[RFD] Support for Power Management #64

cjh1 · 2024-11-08T15:30:10Z

Support for Power Management

This RFD lays out a path to adding power management to OpenCHAMI.

What needs to change:

Currently OpenCHAMI doesn't have a way to perform basic power management operations such as powering on a set of nodes. A well integrated power management service is an important component of a system management platform.

What do you propose?

The proposal is to bring the existing Cray-HPE Power Control Service into the OpenCHAMI project.

Starting from an existing code base that integrates with SMD seems like a more pragmatic approach, rather than starting from scratch. It also has the advantage for those that have existing Cray-HPE hardware that can reuse integrations with the existing PCS API. In general, it seems that the PCS API is pretty functional, and many of the issues discussed below are the result of the implementation of the command line tools that use the PCS API, rather than deficiencies in the service itself.

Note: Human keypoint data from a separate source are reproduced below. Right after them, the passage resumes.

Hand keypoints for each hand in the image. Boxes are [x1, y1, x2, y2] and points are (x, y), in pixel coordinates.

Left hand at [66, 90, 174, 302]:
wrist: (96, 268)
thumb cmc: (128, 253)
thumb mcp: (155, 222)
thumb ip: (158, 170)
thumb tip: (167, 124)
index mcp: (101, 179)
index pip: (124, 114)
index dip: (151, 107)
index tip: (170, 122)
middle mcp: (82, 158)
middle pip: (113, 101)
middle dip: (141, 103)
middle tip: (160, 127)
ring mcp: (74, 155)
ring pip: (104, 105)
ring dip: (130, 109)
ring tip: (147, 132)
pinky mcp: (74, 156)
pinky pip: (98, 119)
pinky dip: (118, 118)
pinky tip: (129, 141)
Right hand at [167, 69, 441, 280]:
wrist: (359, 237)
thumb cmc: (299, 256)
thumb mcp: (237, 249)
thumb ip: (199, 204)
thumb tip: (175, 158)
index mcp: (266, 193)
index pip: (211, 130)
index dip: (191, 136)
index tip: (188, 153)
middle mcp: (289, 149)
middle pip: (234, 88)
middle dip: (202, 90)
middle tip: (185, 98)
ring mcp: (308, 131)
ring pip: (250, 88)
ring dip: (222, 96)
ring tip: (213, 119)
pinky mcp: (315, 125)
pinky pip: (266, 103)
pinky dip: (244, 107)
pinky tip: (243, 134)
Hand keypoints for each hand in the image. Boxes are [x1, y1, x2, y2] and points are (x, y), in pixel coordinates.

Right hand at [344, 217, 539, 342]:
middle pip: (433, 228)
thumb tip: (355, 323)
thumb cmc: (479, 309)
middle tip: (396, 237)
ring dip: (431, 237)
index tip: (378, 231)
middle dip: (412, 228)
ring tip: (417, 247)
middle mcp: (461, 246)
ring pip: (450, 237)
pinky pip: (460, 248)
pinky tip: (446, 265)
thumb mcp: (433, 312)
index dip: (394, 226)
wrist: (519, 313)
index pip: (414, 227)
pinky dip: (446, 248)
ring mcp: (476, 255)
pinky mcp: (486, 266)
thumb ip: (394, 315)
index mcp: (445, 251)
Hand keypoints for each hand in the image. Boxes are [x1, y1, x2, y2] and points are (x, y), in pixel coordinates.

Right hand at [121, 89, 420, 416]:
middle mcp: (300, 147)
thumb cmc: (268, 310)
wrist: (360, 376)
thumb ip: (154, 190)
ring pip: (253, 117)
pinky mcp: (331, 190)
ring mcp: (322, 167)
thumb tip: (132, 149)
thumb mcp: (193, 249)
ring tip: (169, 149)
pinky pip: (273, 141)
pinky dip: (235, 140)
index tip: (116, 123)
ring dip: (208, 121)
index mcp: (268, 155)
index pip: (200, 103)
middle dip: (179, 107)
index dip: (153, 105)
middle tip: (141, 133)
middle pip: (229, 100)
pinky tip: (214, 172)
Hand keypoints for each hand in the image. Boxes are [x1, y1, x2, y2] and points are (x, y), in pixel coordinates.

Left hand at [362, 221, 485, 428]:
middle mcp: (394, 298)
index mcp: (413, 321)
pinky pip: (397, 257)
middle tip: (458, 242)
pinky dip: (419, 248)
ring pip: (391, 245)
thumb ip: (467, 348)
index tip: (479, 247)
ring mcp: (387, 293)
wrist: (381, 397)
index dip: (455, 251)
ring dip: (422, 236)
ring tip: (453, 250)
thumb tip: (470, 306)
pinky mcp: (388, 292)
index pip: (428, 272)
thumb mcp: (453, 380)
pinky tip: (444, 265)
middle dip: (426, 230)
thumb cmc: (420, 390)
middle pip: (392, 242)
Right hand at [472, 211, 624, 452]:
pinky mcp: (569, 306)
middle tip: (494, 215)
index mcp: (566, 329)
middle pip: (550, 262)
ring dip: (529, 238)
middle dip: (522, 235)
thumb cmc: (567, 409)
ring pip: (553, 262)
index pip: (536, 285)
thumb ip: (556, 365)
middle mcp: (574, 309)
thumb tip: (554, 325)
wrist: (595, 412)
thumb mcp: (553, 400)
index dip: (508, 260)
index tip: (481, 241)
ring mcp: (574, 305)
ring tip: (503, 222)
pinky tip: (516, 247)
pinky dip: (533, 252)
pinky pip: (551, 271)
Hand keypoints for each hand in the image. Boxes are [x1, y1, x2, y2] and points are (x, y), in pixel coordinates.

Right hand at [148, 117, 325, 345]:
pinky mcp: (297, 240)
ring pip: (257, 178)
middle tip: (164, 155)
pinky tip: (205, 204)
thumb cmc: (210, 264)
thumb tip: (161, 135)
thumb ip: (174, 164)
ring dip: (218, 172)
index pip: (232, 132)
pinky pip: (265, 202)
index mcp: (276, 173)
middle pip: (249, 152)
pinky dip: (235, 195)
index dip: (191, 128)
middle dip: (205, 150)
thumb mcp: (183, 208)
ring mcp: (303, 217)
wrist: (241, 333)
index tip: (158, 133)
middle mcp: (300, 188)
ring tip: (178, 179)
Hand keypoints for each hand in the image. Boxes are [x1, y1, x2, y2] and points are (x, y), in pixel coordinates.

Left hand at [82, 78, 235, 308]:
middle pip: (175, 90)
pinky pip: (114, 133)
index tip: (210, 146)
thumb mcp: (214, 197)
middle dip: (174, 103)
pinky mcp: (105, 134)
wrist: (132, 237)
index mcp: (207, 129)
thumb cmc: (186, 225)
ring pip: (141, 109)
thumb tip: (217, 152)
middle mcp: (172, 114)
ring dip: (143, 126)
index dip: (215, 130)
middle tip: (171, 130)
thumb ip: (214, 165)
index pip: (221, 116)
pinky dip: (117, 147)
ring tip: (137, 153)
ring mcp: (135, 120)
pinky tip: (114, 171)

Inline with the transition of SMD to the OpenCHAMI project. The following set of changes would performed initially:

The vendor directory will be removed and the go version will be updated.
The release handling will be updated to use goreleaser and publish containers to ghcr.io.
The mux router will be switched out for chi to be consistent with other OpenCHAMI codebases.

PCS and its tooling do have some pain points that will serve as a bug/feature list for future development.

Here are a few of the top issues raised by NERSC staff:

Quite frequently, the API reports success ( HTTP 200 ) but there is an error talking to redfish and the underlying failure is not propagated back to the operator. In the case of SLURM, daemon retry logic has been added to try to overcome this flakiness. Sometimes operators have to call the redfish interface directly, but this is rare.

PCS is 'imperative' (go do this action) by design rather than 'declarative' (maintain this state). So it's unlikely that we would add this sort of retry logic to PCS. However, ensuring that errors are correctly propagated to the API would allow other tools to be built with a more declarative view of the system.
When interacting with BMCs in any form (via Redfish or IPMI or whatever) they don't always listen to you the first time. Some implementations of power control will re-send the same request several times and ask the BMC what it thinks happened.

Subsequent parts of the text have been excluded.